Perché non si arriva a un accordo? Ci sono due blocchi ben definiti e contrapposti che non vogliono cedere.Rutte e i premier di Austria, Svezia e Danimarca, fanno parte dei Frugal four, il blocco piccolo ma determinato che ha posto due condizioni. Primo, dovranno rimanere i rebate: degli sconti che alcuni Stati contributori netti (cioè che versano più di quanto ricevono nel budget Ue) ottengono ogni anno perché sentono di aver pagato una quota troppo alta rispetto alla forza della loro economia. Il primo a ottenere questo privilegio è stato il Regno Unito nel 1984, l’Austria ha ricevuto rimborsi fino al 2016 e tuttora li hanno solo Danimarca, Svezia e Paesi Bassi. Con l’addio del Regno Unito, la Commissione europea aveva proposto di terminare gli sconti per sempre. Secondo, i Frugal four chiedono che il budget 2021-2027 sia finanziato con solo l’1% del reddito nazionale lordo di tutti gli Stati dell’Unione europea messi insieme. Non un centesimo di più.
Alla minoranza organizzata si contrappone una maggioranza di 17 Stati del Sud ed Est Europa, tra cui l’Italia, soprannominata gli “Amici di un’Europa ambiziosa” (la versione precedente era il più banale “Amici della Coesione”). Considerano antistorica la politica degli sconti verso i Frugal four e sono a favore di un budget più ampio (1,3% del reddito nazionale lordo Ue), che continui a finanziare i fondi di coesione e in particolari i fondi regionali. Ci sono Paesi del Sud Europa: Italia, Spagna, Portogallo, Grecia, Cipro e Malta; baltici: Estonia, Lettonia e Lituania; ma anche Romania, Slovenia e Croazia. All’interno di questo gruppo ampio c’è un’altra minoranza agguerrita: il gruppo di Visegrad, formato da Polonia, Ungheria, Repubblica Ceca e Slovacchia che chiedono anche di non inserire il meccanismo per collegare l’accesso ai fondi di coesione con il rispetto dello stato di diritto. Varsavia e Budapest hanno avuto in questi anni molti problemi con la Commissione europea per le leggi applicate dai due esecutivi sovranisti che hanno limitato l’indipendenza dal governo della magistratura e delle televisioni nazionali.
Distanti ma non troppo da questi due gruppi ci sono i due Stati più grandi dell’Unione: Francia e Germania.

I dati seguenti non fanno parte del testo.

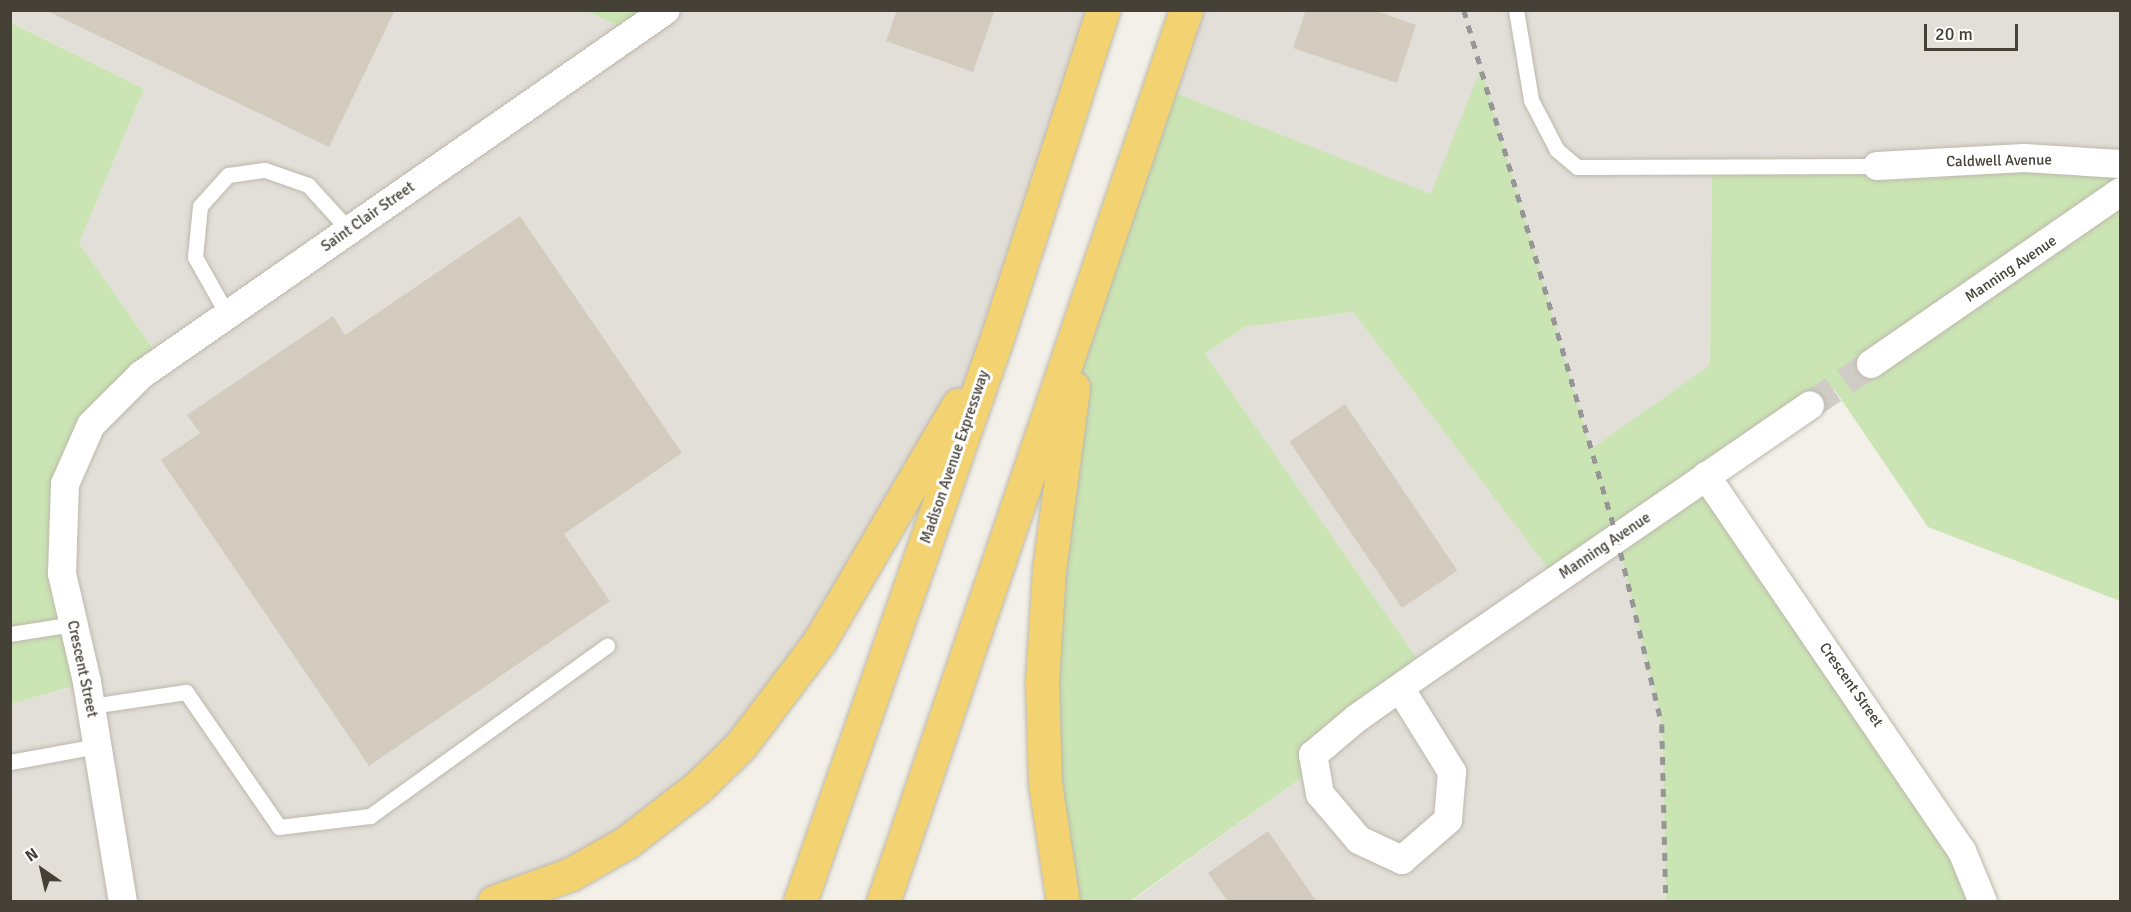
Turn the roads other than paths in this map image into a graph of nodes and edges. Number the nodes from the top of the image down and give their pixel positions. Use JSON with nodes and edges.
{"nodes":[{"id":1,"x":666,"y":10,"type":"edge"},
{"id":2,"x":1103,"y":10,"type":"edge"},
{"id":3,"x":1186,"y":10,"type":"edge"},
{"id":4,"x":1516,"y":10,"type":"edge"},
{"id":5,"x":2121,"y":164,"type":"edge"},
{"id":6,"x":1876,"y":166,"type":"joint"},
{"id":7,"x":2121,"y":192,"type":"edge"},
{"id":8,"x":349,"y":230,"type":"junction"},
{"id":9,"x":227,"y":314,"type":"junction"},
{"id":10,"x":1082,"y":317,"type":"junction"},
{"id":11,"x":997,"y":338,"type":"junction"},
{"id":12,"x":1870,"y":364,"type":"tunnel mouth"},
{"id":13,"x":1810,"y":405,"type":"tunnel mouth"},
{"id":14,"x":84,"y":439,"type":"joint"},
{"id":15,"x":1706,"y":476,"type":"junction"},
{"id":16,"x":74,"y":624,"type":"junction"},
{"id":17,"x":10,"y":634,"type":"edge"},
{"id":18,"x":607,"y":646,"type":"dead end"},
{"id":19,"x":1400,"y":688,"type":"junction"},
{"id":20,"x":91,"y":706,"type":"junction"},
{"id":21,"x":97,"y":746,"type":"junction"},
{"id":22,"x":10,"y":762,"type":"edge"},
{"id":23,"x":1988,"y":900,"type":"edge"},
{"id":24,"x":123,"y":902,"type":"edge"},
{"id":25,"x":494,"y":902,"type":"edge"},
{"id":26,"x":800,"y":902,"type":"edge"},
{"id":27,"x":883,"y":902,"type":"edge"},
{"id":28,"x":1063,"y":902,"type":"edge"}],
"edges":[{"from":1,"to":8,"type":"street","name":"Saint Clair Street"},
{"from":2,"to":11,"type":"highway","name":"Madison Avenue Expressway"},
{"from":3,"to":10,"type":"highway"},
{"from":4,"to":6,"type":"lane"},
{"from":5,"to":6,"type":"street","name":"Caldwell Avenue"},
{"from":7,"to":12,"type":"street","name":"Manning Avenue"},
{"from":8,"to":9,"type":"street","name":"Saint Clair Street"},
{"from":8,"to":9,"type":"lane"},
{"from":9,"to":14,"type":"street","name":"Saint Clair Street"},
{"from":10,"to":27,"type":"highway"},
{"from":10,"to":28,"type":"highway"},
{"from":11,"to":25,"type":"highway"},
{"from":11,"to":26,"type":"highway","name":"Madison Avenue Expressway"},
{"from":13,"to":15,"type":"street","name":"Manning Avenue"},
{"from":14,"to":16,"type":"street","name":"Crescent Street"},
{"from":15,"to":19,"type":"street","name":"Manning Avenue"},
{"from":15,"to":23,"type":"street","name":"Crescent Street"},
{"from":16,"to":17,"type":"lane"},
{"from":16,"to":20,"type":"street","name":"Crescent Street"},
{"from":18,"to":20,"type":"lane"},
{"from":19,"to":19,"type":"street","name":"Manning Avenue"},
{"from":20,"to":21,"type":"street","name":"Crescent Street"},
{"from":21,"to":22,"type":"lane"},
{"from":21,"to":24,"type":"street","name":"Crescent Street"}]}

Parigi è a favore dell’aumento del budget settennale europeo, ma ancora di più al non diminuire i fondi per la Politica agricola comune. Berlino invece è più vicina alla posizione dei frugal four, soprattutto per la questione dei rimborsi di cui godono anche i tedeschi.
Come accaduto più volte nelle fasi di stallo prolungato in Europa, anche al Consiglio europeo speciale di venerdì la cancelliera Angela Merkel e il presidente della Repubblica francese Emmanuel Macron hanno provato un accordo che potesse andar bene a tutti gli Stati membri. Ma senza successo. Dopo il loro incontro con il presidente del Consiglio europeo Charles Michel, la Commissione europea ha proposto un compromesso verso il basso con concessioni generose da entrambe le parti. Ovvero spendere per il budget Ue 2021-2027 lo 1,069%(arrotondato a 1,07%) del reddito lordo Ue. Qualche minuzia in meno dell’1,074% proposto da Michel. Minuzie? Forse, ma parliamo di miliardi di euro tra una cifra e un’altra.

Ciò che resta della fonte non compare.